На косогоре промелькнули первые дома заброшенной деревни с заколоченными окнами. Кое-где темные провалы зияли мертвой пустотой, лишь в проеме одной избенки белела полуразрушенная печь. Гулко чихнув, моторка подлетела к берегу, и прилив обдал лица сидящих в ней колючими брызгами. Слизывая с губ холодные капли, Виталий с недоумением отметил их солоноватый вкус.
Ноги помнили каждый выступ каменисто-песчаной тропы. Виталий открыл скрипучую калитку, пропустил Маняшу вперед. Старый дом возвышался на пригорке, немного нескладный, но крепкий, бронзовея матерым крестом лиственничных стропил. Крыльцо радостно всхлипнуло под ногами.
Вошли в полутемные сенцы. Нерешительный утренний луч осветил из-за спин гостей заветный угол, где стояла бадья. Виталий нагнулся: на днище посверкивала вода, и в самой середке круга плавала одинокая шафранная хвоинка. Вспомнилось, как мальчишками ставили с Егоркой донки и жерлицы на щуку. Лакомились мелкой рыбешкой тугунком, ели сырой, обмакивая в соль и даже не потроша. Ночью Виталий, мучась жаждой, крался к бадье тихо-тихо — берег чуткий сон деда-бабы…
В доме витали горький аромат сушеных одуванчиковых листьев и запах обжитого тепла. В солнечных бликах на крашенных охрой половицах вспыхивали ослепительные искры. Обгорелый фитиль керосиновой лампы на столе поддразнил язычком, выглядывая из филигранного жестяного гнезда.

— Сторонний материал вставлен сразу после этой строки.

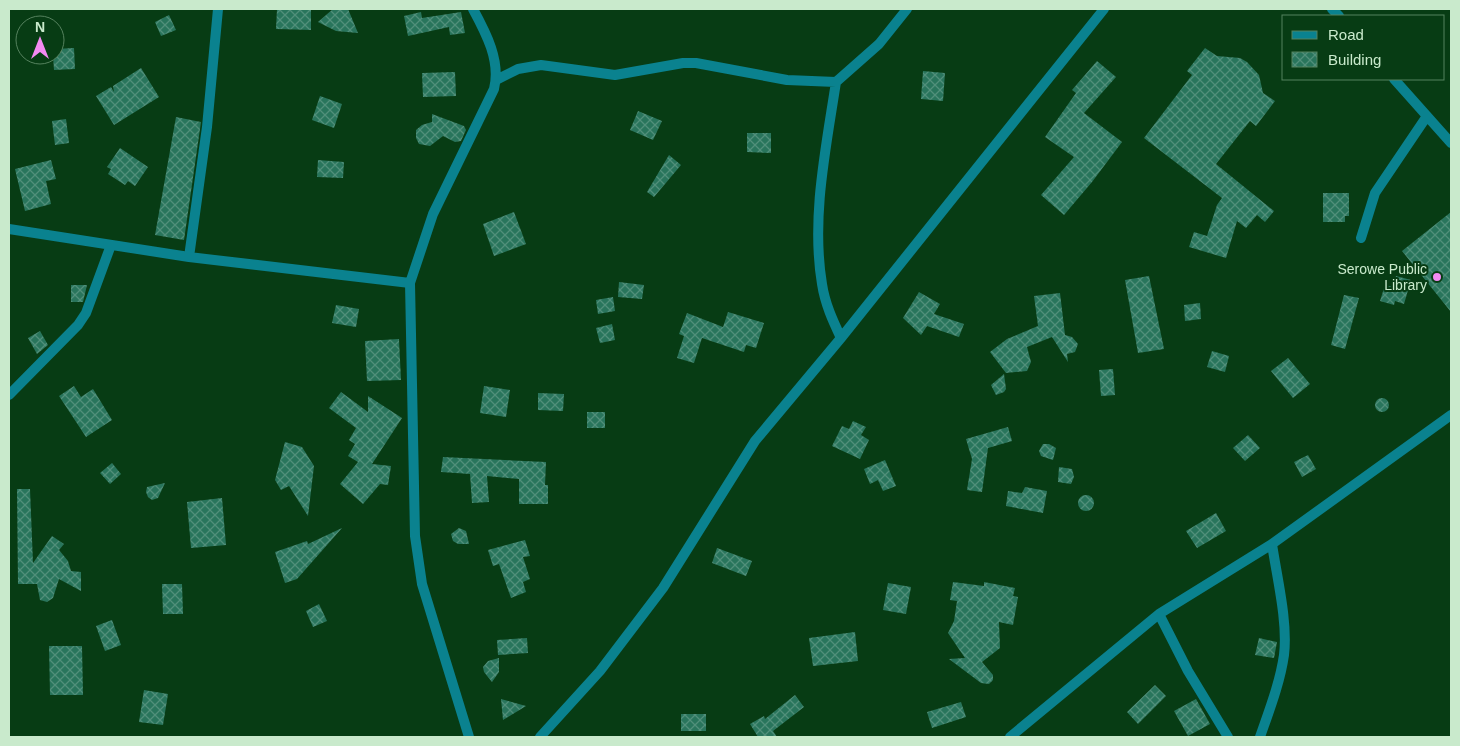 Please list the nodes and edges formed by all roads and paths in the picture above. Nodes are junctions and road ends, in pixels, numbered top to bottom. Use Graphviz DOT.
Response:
graph roads {
  1 [pos="218,9"];
  2 [pos="473,9"];
  3 [pos="906,9"];
  4 [pos="1104,9"];
  5 [pos="496,80"];
  6 [pos="1395,80"];
  7 [pos="836,82"];
  8 [pos="1427,116"];
  9 [pos="1451,143"];
  10 [pos="9,229"];
  11 [pos="1361,238"];
  12 [pos="111,245"];
  13 [pos="189,257"];
  14 [pos="410,283"];
  15 [pos="841,338"];
  16 [pos="9,395"];
  17 [pos="1451,415"];
  18 [pos="1272,544"];
  19 [pos="1159,614"];
  20 [pos="469,737"];
  21 [pos="540,737"];
  22 [pos="1010,737"];
  23 [pos="1228,737"];
  24 [pos="1260,737"];
  1 -- 13 [label="street"];
  2 -- 5 [label="street"];
  3 -- 7 [label="street"];
  4 -- 15 [label="street"];
  5 -- 7 [label="street"];
  5 -- 14 [label="street"];
  6 -- 8 [label="street"];
  7 -- 15 [label="street"];
  8 -- 9 [label="street"];
  8 -- 11 [label="street"];
  10 -- 12 [label="street"];
  12 -- 13 [label="street"];
  12 -- 16 [label="street"];
  13 -- 14 [label="street"];
  14 -- 20 [label="street"];
  15 -- 21 [label="street"];
  17 -- 18 [label="street"];
  18 -- 19 [label="street"];
  18 -- 24 [label="street"];
  19 -- 22 [label="street"];
  19 -- 23 [label="street"];
} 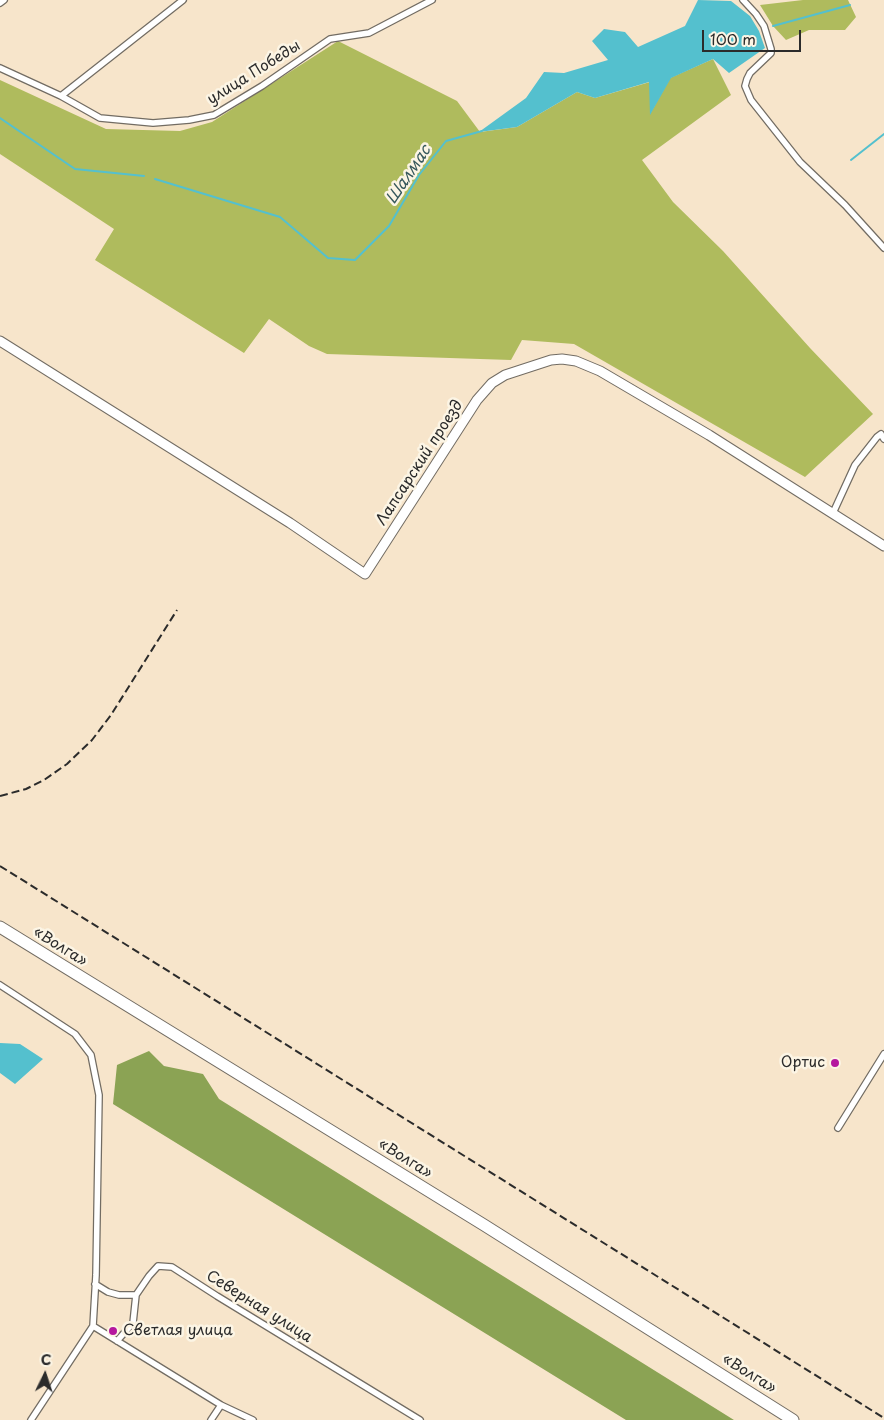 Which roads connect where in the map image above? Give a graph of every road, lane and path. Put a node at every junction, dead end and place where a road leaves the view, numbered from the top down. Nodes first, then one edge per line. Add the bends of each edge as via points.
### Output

На кровати лежало незаконченное вязание, будто бабушка отложила его и вышла подоить корову… Виталию вдруг почудилось, что бабушка вот-вот зайдет и бросится ему на грудь, смеясь и плача. А за ней — дед, тщедушный, с прозрачной бородкой, запрыгает вокруг, не зная, как обнять захваченного бабушкой внука.
Дух родной избы исторг из горла глухой стон. Виталий подумал: сколько же лет он не был здесь — восемь, двенадцать? А ведь рукой подать, на моторке и четырех часов не плыли. Правда, в стариковском селе никто не жил. Какое-то время оставался сосед Евся — вот и деревня вся… Но Егор однажды сказал, что дед Евсей помер. Никто не знает, сколько пролежал по зиме в одиночестве, усопший, в заранее заготовленном гробу — руки крестом сложены, глаза закрыты…
Виталий с Маняшей недолго пробыли в доме. Вышли, не оглядываясь, словно стыдясь чего-то. Виталий погладил платиновое бревно стены, выдернул отставшую щепку и сунул ее в нагрудный карман куртки. Ржавые петли калитки прощально скрипнули за спиной.
Видение сделало скачок и, оставив лодку скучать на берегу, переместило их в квартиру Виталия. В ней уже сидели гости: Егор, чужой старик, женщина и козел. Никто ничему не удивлялся, будто так и должно быть — мертвые вместе с живыми. Маняша обняла старика и женщину. Егор поднялся навстречу другу. Лицо Егора было чисто умыто, глаза сияли.
— Здравствуй! — сказал Виталий.
— Да, — кивнул тот. — И ты — здравствуй.
— Мы были в деревне, Егор…
— Были — ну и что. — Друг приподнял брови и переглянулся с остальными.
Женщина позвала к накрытому столу. Сморщив лицо приятностью первой рюмки с соленым огурчиком, Виталий повторил:
— Егор, мы были там, в стариковской деревне, понимаешь? Дом деда-бабы стоит нетронутый, такой же красивый, как раньше!
Друг улыбнулся, недоверчивый карий глаз скосив на Виталия. А того понесло в воспоминания:
— Помнишь, как пацанами через чердачное окно лазили — прыг — прямо на зарод! Мама твоя сгоняла нас оттуда хворостиной. Раз у тебя резинка на штанах лопнула, и ты от нее без штанов бегал, помнишь?